Reason for Referral: 
Mason was referred by his speech-language therapist, for further assessment of possible autism spectrum disorder given concerns noted regarding his social language and play skills. 
History of Concerns and Developmental Profile: 
Mason lives in Surrey, BC with his parents, Dana and Nicolas, and his two brothers. Mason was born full-term weighing 7lbs, 10oz. He suffered from prolonged failure to thrive in his first year of life. He was in and out of hospital. There are no developmental or behavioural concerns for his brothers. Family history is positive for some concerns with attention and hyperactivity. 

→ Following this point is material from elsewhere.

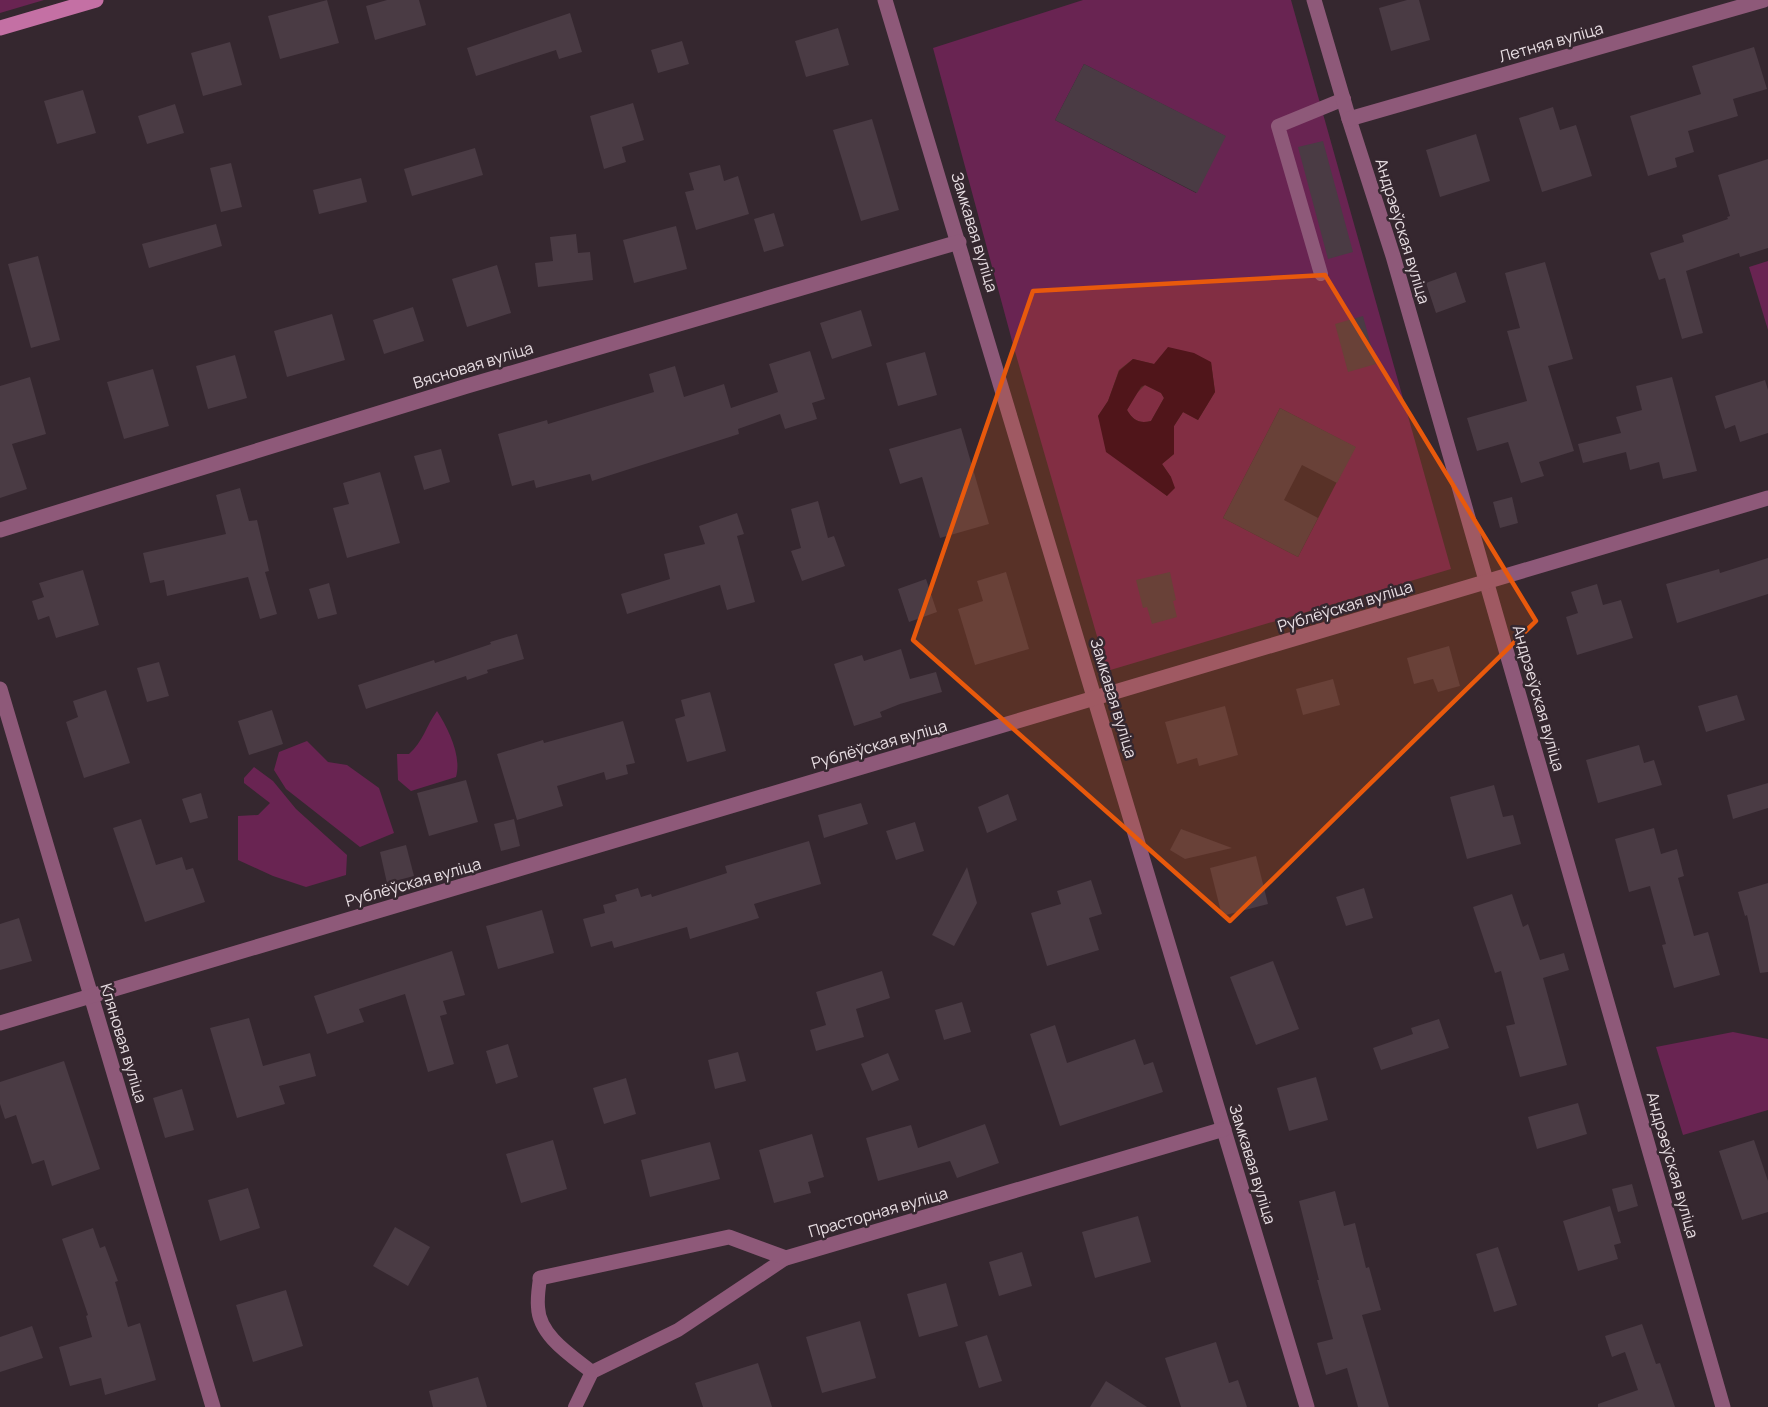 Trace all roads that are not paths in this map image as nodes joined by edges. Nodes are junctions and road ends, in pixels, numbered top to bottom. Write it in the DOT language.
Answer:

Developmentally, Mason receives early childhood intervention services through the Sources Infant Development programs. His infant development consultant is Ms.XXX. She has noted concerns with repetitive behaviours and destructive behaviours. He will repeat conversations and play with the same toys repeatedly. There are concerns about a lack of remorse when he hurts others. Mason is noted to be fearless and will put himself in very dangerous situations. A development assessment was completed in September 2010. At 30 months of age, motor skills were noted to fall at the 24 month age level. Adaptive skills ranged from 21 to 36 months of age and language skills ranged from 24 to 30 months. Personal and social skills were more delayed and fell around the 18 to 24 month level. Mason is noted to prefer repetitive play activities and is interested in repetitive play with keys. He will repeat phrases. Mason was assessed by Occupational therapy in March 2010 by XXXX (Surrey Memory Hospital). He was noted to have a sensory processing disorder and severe oral motor dyspraxia. 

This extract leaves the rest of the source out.